● **WHAT IS EXPECTED**: All of the data below needs to be set down once more, exactly as written.

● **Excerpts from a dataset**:
▼▼▼

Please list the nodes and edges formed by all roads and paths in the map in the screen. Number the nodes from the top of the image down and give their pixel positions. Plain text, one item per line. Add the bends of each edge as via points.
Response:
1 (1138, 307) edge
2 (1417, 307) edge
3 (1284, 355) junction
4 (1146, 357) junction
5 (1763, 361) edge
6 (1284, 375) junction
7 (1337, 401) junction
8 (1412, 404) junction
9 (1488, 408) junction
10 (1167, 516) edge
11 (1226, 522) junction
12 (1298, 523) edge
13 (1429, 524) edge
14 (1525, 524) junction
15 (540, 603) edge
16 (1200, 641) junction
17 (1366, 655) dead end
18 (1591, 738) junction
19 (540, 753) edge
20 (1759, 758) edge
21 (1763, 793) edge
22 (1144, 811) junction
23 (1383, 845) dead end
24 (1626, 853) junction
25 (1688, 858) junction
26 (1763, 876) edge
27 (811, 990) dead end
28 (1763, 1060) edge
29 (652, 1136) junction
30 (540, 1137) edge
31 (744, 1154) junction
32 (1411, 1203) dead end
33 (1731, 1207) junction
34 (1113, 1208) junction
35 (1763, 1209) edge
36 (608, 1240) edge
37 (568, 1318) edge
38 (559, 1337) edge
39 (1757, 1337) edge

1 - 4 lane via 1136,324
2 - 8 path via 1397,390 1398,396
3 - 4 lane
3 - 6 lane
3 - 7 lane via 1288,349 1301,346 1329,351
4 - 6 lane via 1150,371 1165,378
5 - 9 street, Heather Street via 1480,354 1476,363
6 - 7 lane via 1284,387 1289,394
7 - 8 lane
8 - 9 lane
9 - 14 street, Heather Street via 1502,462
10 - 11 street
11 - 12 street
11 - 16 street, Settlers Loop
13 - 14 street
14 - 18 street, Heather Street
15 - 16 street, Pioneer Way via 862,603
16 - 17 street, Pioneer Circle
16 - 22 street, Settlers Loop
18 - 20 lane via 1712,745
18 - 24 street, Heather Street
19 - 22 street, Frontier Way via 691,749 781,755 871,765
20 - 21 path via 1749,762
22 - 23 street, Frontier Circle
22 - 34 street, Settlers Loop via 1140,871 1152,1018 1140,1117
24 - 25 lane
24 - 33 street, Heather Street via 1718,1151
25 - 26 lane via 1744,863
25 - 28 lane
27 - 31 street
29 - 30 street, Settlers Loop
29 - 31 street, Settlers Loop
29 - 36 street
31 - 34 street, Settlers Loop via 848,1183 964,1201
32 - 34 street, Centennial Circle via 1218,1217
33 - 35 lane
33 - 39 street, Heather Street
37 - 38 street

▲▲▲

● **RESULT OF THIS TASK**:
Please list the nodes and edges formed by all roads and paths in the map in the screen. Number the nodes from the top of the image down and give their pixel positions. Plain text, one item per line. Add the bends of each edge as via points.
Response:
1 (1138, 307) edge
2 (1417, 307) edge
3 (1284, 355) junction
4 (1146, 357) junction
5 (1763, 361) edge
6 (1284, 375) junction
7 (1337, 401) junction
8 (1412, 404) junction
9 (1488, 408) junction
10 (1167, 516) edge
11 (1226, 522) junction
12 (1298, 523) edge
13 (1429, 524) edge
14 (1525, 524) junction
15 (540, 603) edge
16 (1200, 641) junction
17 (1366, 655) dead end
18 (1591, 738) junction
19 (540, 753) edge
20 (1759, 758) edge
21 (1763, 793) edge
22 (1144, 811) junction
23 (1383, 845) dead end
24 (1626, 853) junction
25 (1688, 858) junction
26 (1763, 876) edge
27 (811, 990) dead end
28 (1763, 1060) edge
29 (652, 1136) junction
30 (540, 1137) edge
31 (744, 1154) junction
32 (1411, 1203) dead end
33 (1731, 1207) junction
34 (1113, 1208) junction
35 (1763, 1209) edge
36 (608, 1240) edge
37 (568, 1318) edge
38 (559, 1337) edge
39 (1757, 1337) edge

1 - 4 lane via 1136,324
2 - 8 path via 1397,390 1398,396
3 - 4 lane
3 - 6 lane
3 - 7 lane via 1288,349 1301,346 1329,351
4 - 6 lane via 1150,371 1165,378
5 - 9 street, Heather Street via 1480,354 1476,363
6 - 7 lane via 1284,387 1289,394
7 - 8 lane
8 - 9 lane
9 - 14 street, Heather Street via 1502,462
10 - 11 street
11 - 12 street
11 - 16 street, Settlers Loop
13 - 14 street
14 - 18 street, Heather Street
15 - 16 street, Pioneer Way via 862,603
16 - 17 street, Pioneer Circle
16 - 22 street, Settlers Loop
18 - 20 lane via 1712,745
18 - 24 street, Heather Street
19 - 22 street, Frontier Way via 691,749 781,755 871,765
20 - 21 path via 1749,762
22 - 23 street, Frontier Circle
22 - 34 street, Settlers Loop via 1140,871 1152,1018 1140,1117
24 - 25 lane
24 - 33 street, Heather Street via 1718,1151
25 - 26 lane via 1744,863
25 - 28 lane
27 - 31 street
29 - 30 street, Settlers Loop
29 - 31 street, Settlers Loop
29 - 36 street
31 - 34 street, Settlers Loop via 848,1183 964,1201
32 - 34 street, Centennial Circle via 1218,1217
33 - 35 lane
33 - 39 street, Heather Street
37 - 38 street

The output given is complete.